### [YOUR TASK]
The lines to be copied are those below that contain "Мұса".

[Saved data entries]

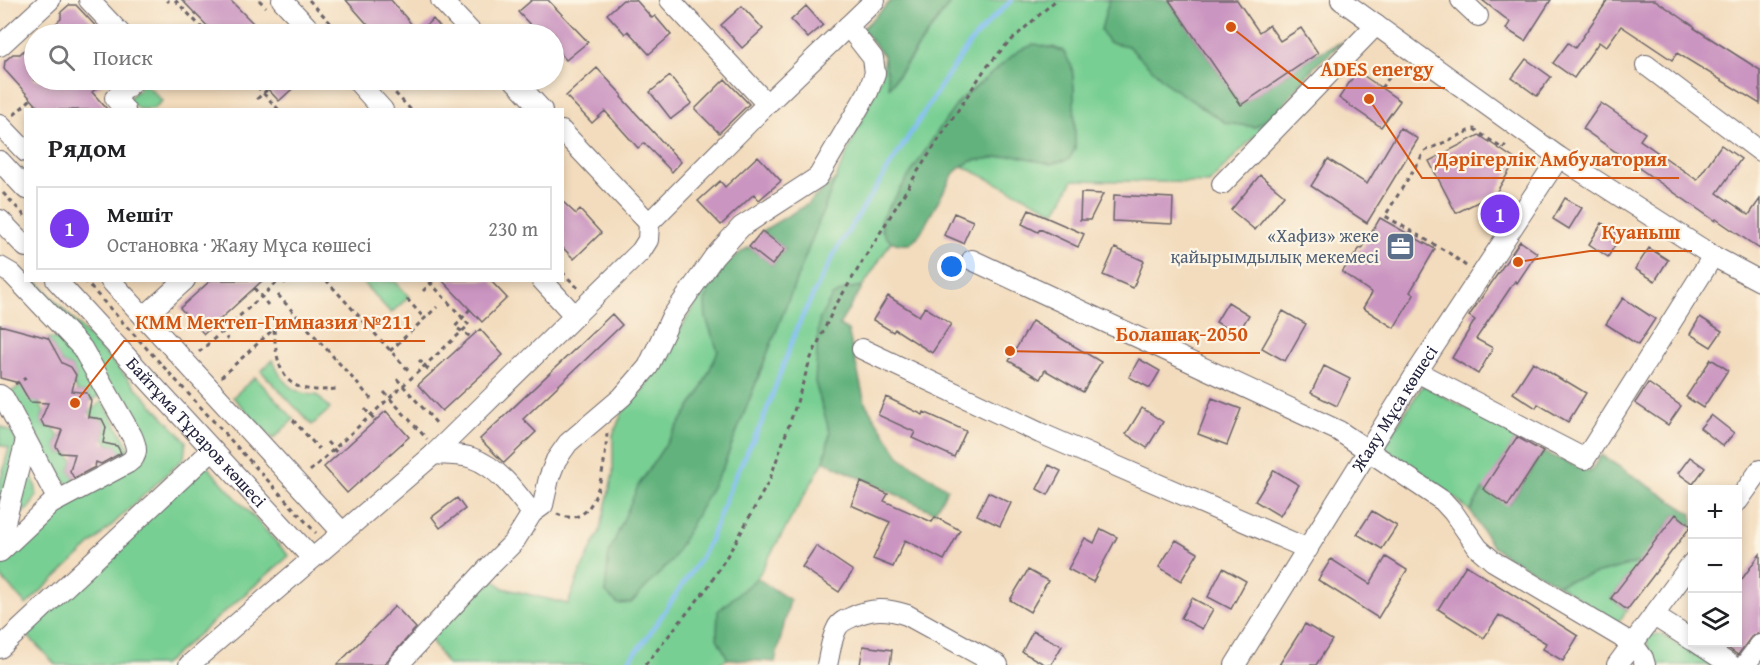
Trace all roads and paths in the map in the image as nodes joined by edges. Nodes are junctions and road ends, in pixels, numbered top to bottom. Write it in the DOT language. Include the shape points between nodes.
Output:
graph roads {
  1 [pos="50,0"];
  2 [pos="89,0"];
  3 [pos="175,0"];
  4 [pos="282,0"];
  5 [pos="309,0"];
  6 [pos="441,0"];
  7 [pos="670,0"];
  8 [pos="875,0"];
  9 [pos="1056,0"];
  10 [pos="1341,0"];
  11 [pos="1461,0"];
  12 [pos="1478,16"];
  13 [pos="112,24"];
  14 [pos="201,24"];
  15 [pos="305,24"];
  16 [pos="332,24"];
  17 [pos="464,24"];
  18 [pos="848,26"];
  19 [pos="1376,26"];
  20 [pos="0,46"];
  21 [pos="1646,65"];
  22 [pos="1408,72"];
  23 [pos="1381,88"];
  24 [pos="124,90"];
  25 [pos="261,90"];
  26 [pos="267,90"];
  27 [pos="365,90"];
  28 [pos="392,90"];
  29 [pos="523,90"];
  30 [pos="264,93"];
  31 [pos="31,99"];
  32 [pos="257,99"];
  33 [pos="767,104"];
  34 [pos="123,108"];
  35 [pos="277,108"];
  36 [pos="380,108"];
  37 [pos="409,108"];
  38 [pos="540,108"];
  39 [pos="1,126"];
  40 [pos="564,133"];
  41 [pos="1513,147"];
  42 [pos="24,150"];
  43 [pos="1760,151"];
  44 [pos="1559,157"];
  45 [pos="0,161"];
  46 [pos="1222,183"];
  47 [pos="24,187"];
  48 [pos="0,189"];
  49 [pos="24,215"];
  50 [pos="0,220"];
  51 [pos="649,223"];
  52 [pos="24,245"];
  53 [pos="1713,256"];
  54 [pos="972,260"];
  55 [pos="0,267"];
  56 [pos="564,274"];
  57 [pos="1479,277"];
  58 [pos="1760,281"];
  59 [pos="58,282"];
  60 [pos="86,282"];
  61 [pos="112,282"];
  62 [pos="183,282"];
  63 [pos="280,282"];
  64 [pos="284,282"];
  65 [pos="328,282"];
  66 [pos="431,282"];
  67 [pos="544,282"];
  68 [pos="288,286"];
  69 [pos="254,288"];
  70 [pos="423,291"];
  71 [pos="278,295"];
  72 [pos="261,297"];
  73 [pos="407,299"];
  74 [pos="590,301"];
  75 [pos="268,305"];
  76 [pos="437,307"];
  77 [pos="470,309"];
  78 [pos="575,316"];
  79 [pos="144,317"];
  80 [pos="425,319"];
  81 [pos="463,319"];
  82 [pos="215,323"];
  83 [pos="279,325"];
  84 [pos="274,330"];
  85 [pos="221,332"];
  86 [pos="463,332"];
  87 [pos="471,337"];
  88 [pos="228,340"];
  89 [pos="862,349"];
  90 [pos="390,351"];
  91 [pos="419,360"];
  92 [pos="186,363"];
  93 [pos="426,366"];
  94 [pos="408,370"];
  95 [pos="1417,372"];
  96 [pos="432,373"];
  97 [pos="219,378"];
  98 [pos="397,380"];
  99 [pos="404,386"];
  100 [pos="336,389"];
  101 [pos="384,392"];
  102 [pos="0,395"];
  103 [pos="390,399"];
  104 [pos="373,401"];
  105 [pos="365,409"];
  106 [pos="371,416"];
  107 [pos="8,418"];
  108 [pos="293,420"];
  109 [pos="375,421"];
  110 [pos="607,430"];
  111 [pos="26,440"];
  112 [pos="327,442"];
  113 [pos="440,448"];
  114 [pos="320,449"];
  115 [pos="334,449"];
  116 [pos="212,450"];
  117 [pos="1369,450"];
  118 [pos="338,454"];
  119 [pos="1760,470"];
  120 [pos="293,479"];
  121 [pos="1742,494"];
  122 [pos="58,500"];
  123 [pos="537,509"];
  124 [pos="335,539"];
  125 [pos="0,542"];
  126 [pos="1308,549"];
  127 [pos="0,552"];
  128 [pos="312,558"];
  129 [pos="1688,569"];
  130 [pos="1654,616"];
  131 [pos="1688,637"];
  132 [pos="1633,644"];
  133 [pos="1760,645"];
  134 [pos="1703,647"];
  135 [pos="0,648"];
  136 [pos="189,665"];
  137 [pos="398,665"];
  138 [pos="645,665"];
  139 [pos="827,665"];
  140 [pos="998,665"];
  141 [pos="1235,665"];
  142 [pos="1617,665"];
  143 [pos="1645,665"];
  144 [pos="1731,665"];
  145 [pos="1745,665"];
  1 -- 20 [label="street"];
  2 -- 13 [label="street"];
  3 -- 14 [label="path"];
  4 -- 15 [label="street"];
  5 -- 16 [label="path"];
  6 -- 17 [label="street"];
  7 -- 33 [label="street"];
  8 -- 18 [label="street"];
  9 -- 138 [label="path" via="985,69 918,171 834,308 810,360 770,479 738,538 708,587"];
  10 -- 19 [label="street"];
  11 -- 12 [label="street"];
  18 -- 33 [label="street"];
  18 -- 123 [label="street" via="873,58 875,73 818,177 741,227 714,257 670,318 648,368 622,397 568,443 556,460"];
  19 -- 44 [label="street"];
  19 -- 46 [label="street"];
  21 -- 43 [label="street"];
  22 -- 23 [label="path" via="1399,65"];
  24 -- 34 [label="street" via="115,98"];
  25 -- 30 [label="path"];
  26 -- 30 [label="path"];
  27 -- 36 [label="street"];
  28 -- 37 [label="path"];
  29 -- 38 [label="street"];
  30 -- 32 [label="path"];
  30 -- 35 [label="path"];
  31 -- 39 [label="path"];
  33 -- 51 [label="street"];
  39 -- 42 [label="street"];
  40 -- 51 [label="street"];
  41 -- 57 [label="path" via="1507,143 1503,149 1474,129 1425,151 1385,216 1449,253"];
  44 -- 53 [label="street"];
  44 -- 57 [label="street, Жаяу Мұса көшесі"];
  45 -- 47 [label="street"];
  48 -- 49 [label="path"];
  50 -- 52 [label="street"];
  51 -- 74 [label="street" via="648,240 641,251"];
  53 -- 58 [label="street"];
  53 -- 95 [label="street" via="1585,459"];
  54 -- 117 [label="street" via="1340,431"];
  55 -- 122 [label="street" via="12,274 76,339 135,442 132,460"];
  56 -- 74 [label="path"];
  57 -- 95 [label="street, Жаяу Мұса көшесі"];
  59 -- 116 [label="street, Байтұма Тұраров көшесі"];
  60 -- 124 [label="path"];
  61 -- 79 [label="street"];
  62 -- 79 [label="street"];
  63 -- 72 [label="path"];
  64 -- 68 [label="path"];
  65 -- 90 [label="path"];
  66 -- 70 [label="path"];
  66 -- 81 [label="path"];
  67 -- 78 [label="street"];
  69 -- 72 [label="path"];
  71 -- 104 [label="path"];
  72 -- 75 [label="path"];
  72 -- 85 [label="path"];
  73 -- 80 [label="path"];
  74 -- 78 [label="street"];
  76 -- 80 [label="path"];
  77 -- 81 [label="path"];
  78 -- 113 [label="street"];
  79 -- 92 [label="street"];
  80 -- 90 [label="path"];
  81 -- 86 [label="path" via="469,326"];
  81 -- 86 [label="path" via="455,327"];
  82 -- 85 [label="path"];
  83 -- 84 [label="path"];
  84 -- 97 [label="path"];
  84 -- 100 [label="path" via="275,353 288,380 305,389"];
  85 -- 88 [label="path"];
  85 -- 92 [label="path"];
  86 -- 87 [label="path"];
  86 -- 93 [label="path"];
  89 -- 126 [label="street" via="1040,433"];
  90 -- 94 [label="path"];
  91 -- 93 [label="path"];
  92 -- 120 [label="street"];
  93 -- 96 [label="path"];
  93 -- 99 [label="path"];
  95 -- 117 [label="street, Жаяу Мұса көшесі"];
  98 -- 99 [label="path"];
  99 -- 103 [label="path"];
  99 -- 113 [label="path"];
  101 -- 103 [label="path"];
  102 -- 107 [label="street"];
  103 -- 106 [label="path"];
  103 -- 113 [label="path"];
  105 -- 106 [label="path"];
  106 -- 109 [label="path"];
  106 -- 115 [label="path"];
  107 -- 111 [label="street"];
  108 -- 114 [label="path"];
  110 -- 123 [label="path" via="602,475 584,512 568,518"];
  111 -- 122 [label="street"];
  111 -- 125 [label="street"];
  112 -- 115 [label="path"];
  113 -- 123 [label="street" via="488,466"];
  113 -- 124 [label="street"];
  115 -- 118 [label="path"];
  115 -- 120 [label="path"];
  116 -- 128 [label="street, Байтұма Тұраров көшесі"];
  116 -- 135 [label="street"];
  117 -- 126 [label="street, Жаяу Мұса көшесі"];
  117 -- 132 [label="street" via="1443,501 1478,548 1493,561"];
  119 -- 121 [label="street"];
  120 -- 124 [label="street"];
  122 -- 127 [label="street"];
  123 -- 137 [label="street" via="514,542"];
  124 -- 128 [label="street"];
  126 -- 141 [label="street, Жаяу Мұса көшесі"];
  128 -- 136 [label="street"];
  129 -- 130 [label="street"];
  130 -- 131 [label="street"];
  130 -- 132 [label="street"];
  132 -- 142 [label="street"];
  132 -- 143 [label="street"];
  133 -- 145 [label="street"];
  134 -- 144 [label="street"];
  139 -- 140 [label="street" via="837,626 859,613 881,609 907,615"];
}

### [RESPONSE BOX]
  44 -- 57 [label="street, Жаяу Мұса көшесі"];
  57 -- 95 [label="street, Жаяу Мұса көшесі"];
  95 -- 117 [label="street, Жаяу Мұса көшесі"];
  117 -- 126 [label="street, Жаяу Мұса көшесі"];
  126 -- 141 [label="street, Жаяу Мұса көшесі"];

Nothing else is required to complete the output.